## Work to complete
Count how many lines hold "Walkers" in the records, and respond with that number by itself.

## Supplied material
···

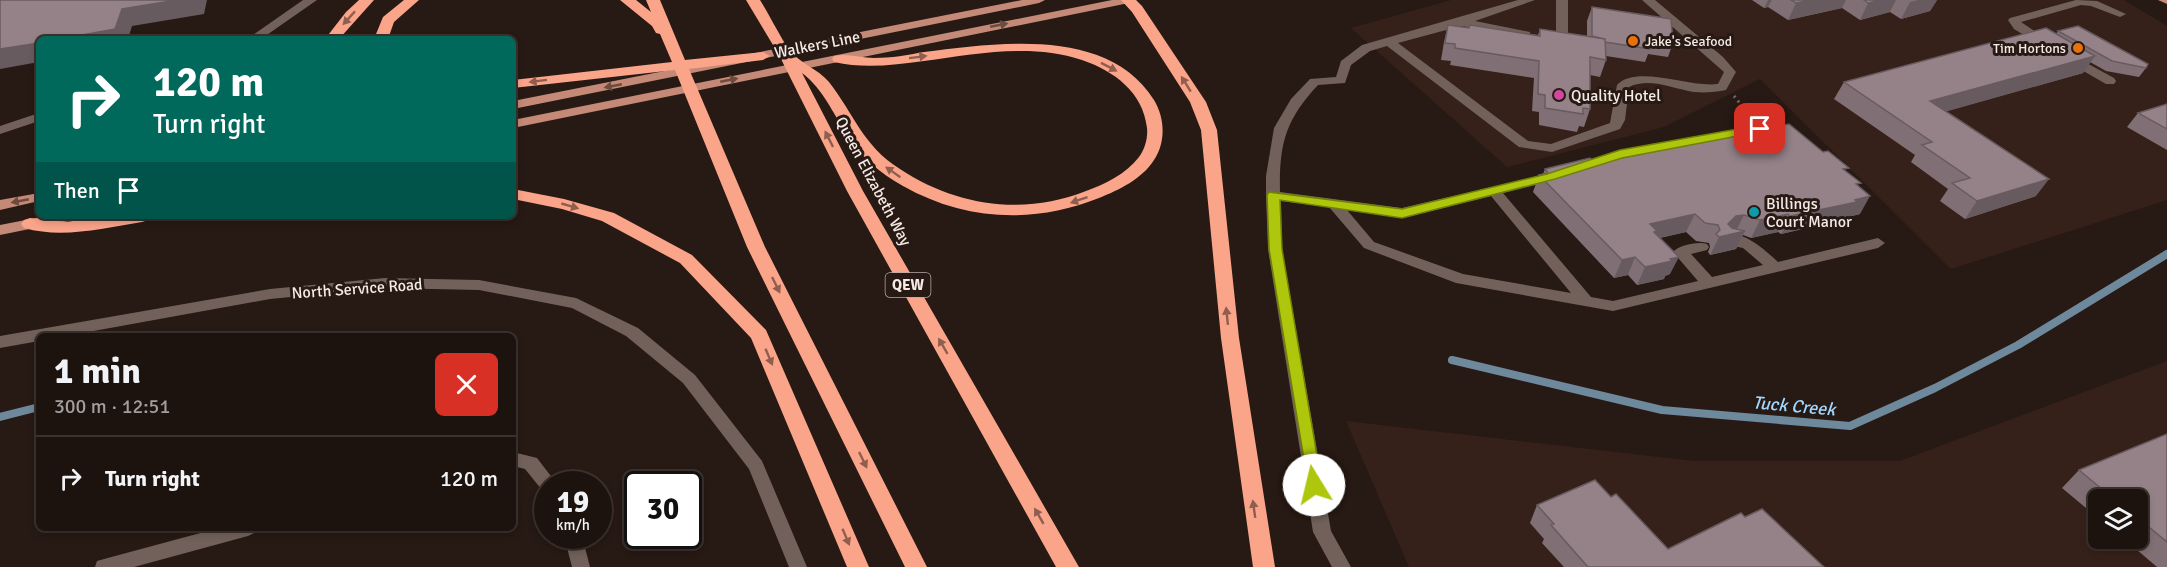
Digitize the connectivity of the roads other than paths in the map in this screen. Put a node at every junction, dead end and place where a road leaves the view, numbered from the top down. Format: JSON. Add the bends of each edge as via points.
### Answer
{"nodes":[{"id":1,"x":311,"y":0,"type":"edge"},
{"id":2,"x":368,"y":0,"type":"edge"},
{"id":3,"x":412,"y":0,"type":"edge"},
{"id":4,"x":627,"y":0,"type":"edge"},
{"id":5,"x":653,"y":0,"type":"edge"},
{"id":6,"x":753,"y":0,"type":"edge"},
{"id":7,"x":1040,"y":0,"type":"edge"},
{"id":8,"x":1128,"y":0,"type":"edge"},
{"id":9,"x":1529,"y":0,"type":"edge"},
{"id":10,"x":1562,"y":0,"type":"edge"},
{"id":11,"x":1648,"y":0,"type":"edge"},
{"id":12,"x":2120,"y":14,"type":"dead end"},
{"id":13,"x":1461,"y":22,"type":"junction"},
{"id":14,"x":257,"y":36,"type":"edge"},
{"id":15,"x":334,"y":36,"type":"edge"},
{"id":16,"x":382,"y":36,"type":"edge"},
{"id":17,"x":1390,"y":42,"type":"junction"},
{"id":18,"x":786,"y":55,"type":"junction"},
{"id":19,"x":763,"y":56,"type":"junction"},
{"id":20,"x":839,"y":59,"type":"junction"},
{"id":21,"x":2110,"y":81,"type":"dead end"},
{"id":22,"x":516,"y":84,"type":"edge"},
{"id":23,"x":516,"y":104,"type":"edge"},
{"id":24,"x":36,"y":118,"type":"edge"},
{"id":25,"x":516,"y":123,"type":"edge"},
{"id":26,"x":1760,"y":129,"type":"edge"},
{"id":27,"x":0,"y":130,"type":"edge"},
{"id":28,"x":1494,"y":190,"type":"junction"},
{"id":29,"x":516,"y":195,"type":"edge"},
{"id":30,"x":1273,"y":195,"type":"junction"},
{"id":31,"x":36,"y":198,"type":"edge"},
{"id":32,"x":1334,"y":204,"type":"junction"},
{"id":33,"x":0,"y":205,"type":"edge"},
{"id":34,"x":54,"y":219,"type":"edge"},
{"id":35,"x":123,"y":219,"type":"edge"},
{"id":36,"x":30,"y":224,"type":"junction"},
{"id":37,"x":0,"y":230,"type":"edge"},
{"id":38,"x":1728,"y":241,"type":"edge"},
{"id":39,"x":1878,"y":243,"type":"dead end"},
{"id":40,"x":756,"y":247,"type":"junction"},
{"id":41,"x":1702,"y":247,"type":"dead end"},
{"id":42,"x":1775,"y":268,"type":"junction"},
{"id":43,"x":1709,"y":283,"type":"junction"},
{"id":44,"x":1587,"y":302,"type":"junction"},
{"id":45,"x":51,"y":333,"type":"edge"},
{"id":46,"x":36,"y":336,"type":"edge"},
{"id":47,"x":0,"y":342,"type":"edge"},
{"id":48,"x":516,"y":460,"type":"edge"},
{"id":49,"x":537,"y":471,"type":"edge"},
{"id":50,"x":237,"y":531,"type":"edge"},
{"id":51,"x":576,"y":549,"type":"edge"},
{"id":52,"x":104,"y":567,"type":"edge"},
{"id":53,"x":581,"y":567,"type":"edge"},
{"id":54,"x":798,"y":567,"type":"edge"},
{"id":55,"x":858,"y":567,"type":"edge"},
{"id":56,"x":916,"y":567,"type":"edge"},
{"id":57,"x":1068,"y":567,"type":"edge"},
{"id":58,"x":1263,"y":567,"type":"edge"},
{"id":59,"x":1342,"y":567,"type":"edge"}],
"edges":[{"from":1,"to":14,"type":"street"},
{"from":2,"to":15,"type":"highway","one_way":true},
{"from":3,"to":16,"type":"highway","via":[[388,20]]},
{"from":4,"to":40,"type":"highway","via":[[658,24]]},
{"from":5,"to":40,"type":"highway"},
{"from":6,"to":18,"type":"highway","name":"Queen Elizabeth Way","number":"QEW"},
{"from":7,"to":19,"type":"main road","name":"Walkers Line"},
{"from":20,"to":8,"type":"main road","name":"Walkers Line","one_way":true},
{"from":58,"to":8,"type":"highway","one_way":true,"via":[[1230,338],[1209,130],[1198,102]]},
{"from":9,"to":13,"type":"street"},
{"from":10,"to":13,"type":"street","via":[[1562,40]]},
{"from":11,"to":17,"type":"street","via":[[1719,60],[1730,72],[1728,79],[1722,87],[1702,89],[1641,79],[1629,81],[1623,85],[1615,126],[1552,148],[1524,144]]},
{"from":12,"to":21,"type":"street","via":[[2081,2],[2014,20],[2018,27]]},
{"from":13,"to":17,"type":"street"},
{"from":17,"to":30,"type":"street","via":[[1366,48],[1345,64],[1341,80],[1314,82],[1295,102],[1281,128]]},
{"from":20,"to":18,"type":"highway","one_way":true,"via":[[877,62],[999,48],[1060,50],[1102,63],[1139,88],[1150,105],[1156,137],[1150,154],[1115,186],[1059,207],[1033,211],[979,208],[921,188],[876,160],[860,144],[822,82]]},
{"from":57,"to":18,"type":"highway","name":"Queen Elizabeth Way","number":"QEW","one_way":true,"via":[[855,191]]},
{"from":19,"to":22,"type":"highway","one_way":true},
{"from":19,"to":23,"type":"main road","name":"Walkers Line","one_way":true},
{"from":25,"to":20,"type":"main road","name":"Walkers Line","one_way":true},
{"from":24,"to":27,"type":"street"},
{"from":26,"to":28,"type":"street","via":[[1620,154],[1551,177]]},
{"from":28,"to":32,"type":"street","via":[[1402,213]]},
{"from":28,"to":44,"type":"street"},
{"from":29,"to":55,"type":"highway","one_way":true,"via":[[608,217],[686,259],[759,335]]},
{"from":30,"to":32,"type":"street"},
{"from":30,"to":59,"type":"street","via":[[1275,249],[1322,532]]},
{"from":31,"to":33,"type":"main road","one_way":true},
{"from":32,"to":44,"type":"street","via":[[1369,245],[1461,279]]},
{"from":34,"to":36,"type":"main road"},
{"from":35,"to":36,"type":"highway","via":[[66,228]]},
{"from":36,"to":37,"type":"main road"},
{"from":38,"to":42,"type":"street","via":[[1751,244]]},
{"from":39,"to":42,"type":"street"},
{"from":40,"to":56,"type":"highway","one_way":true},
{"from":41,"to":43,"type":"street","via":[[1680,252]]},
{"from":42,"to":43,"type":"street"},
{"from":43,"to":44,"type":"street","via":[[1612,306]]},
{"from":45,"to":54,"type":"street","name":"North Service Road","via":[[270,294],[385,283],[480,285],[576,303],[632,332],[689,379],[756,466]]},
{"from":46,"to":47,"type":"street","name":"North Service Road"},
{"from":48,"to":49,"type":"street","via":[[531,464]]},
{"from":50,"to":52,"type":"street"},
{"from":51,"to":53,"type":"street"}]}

···

## Response to this exercise
4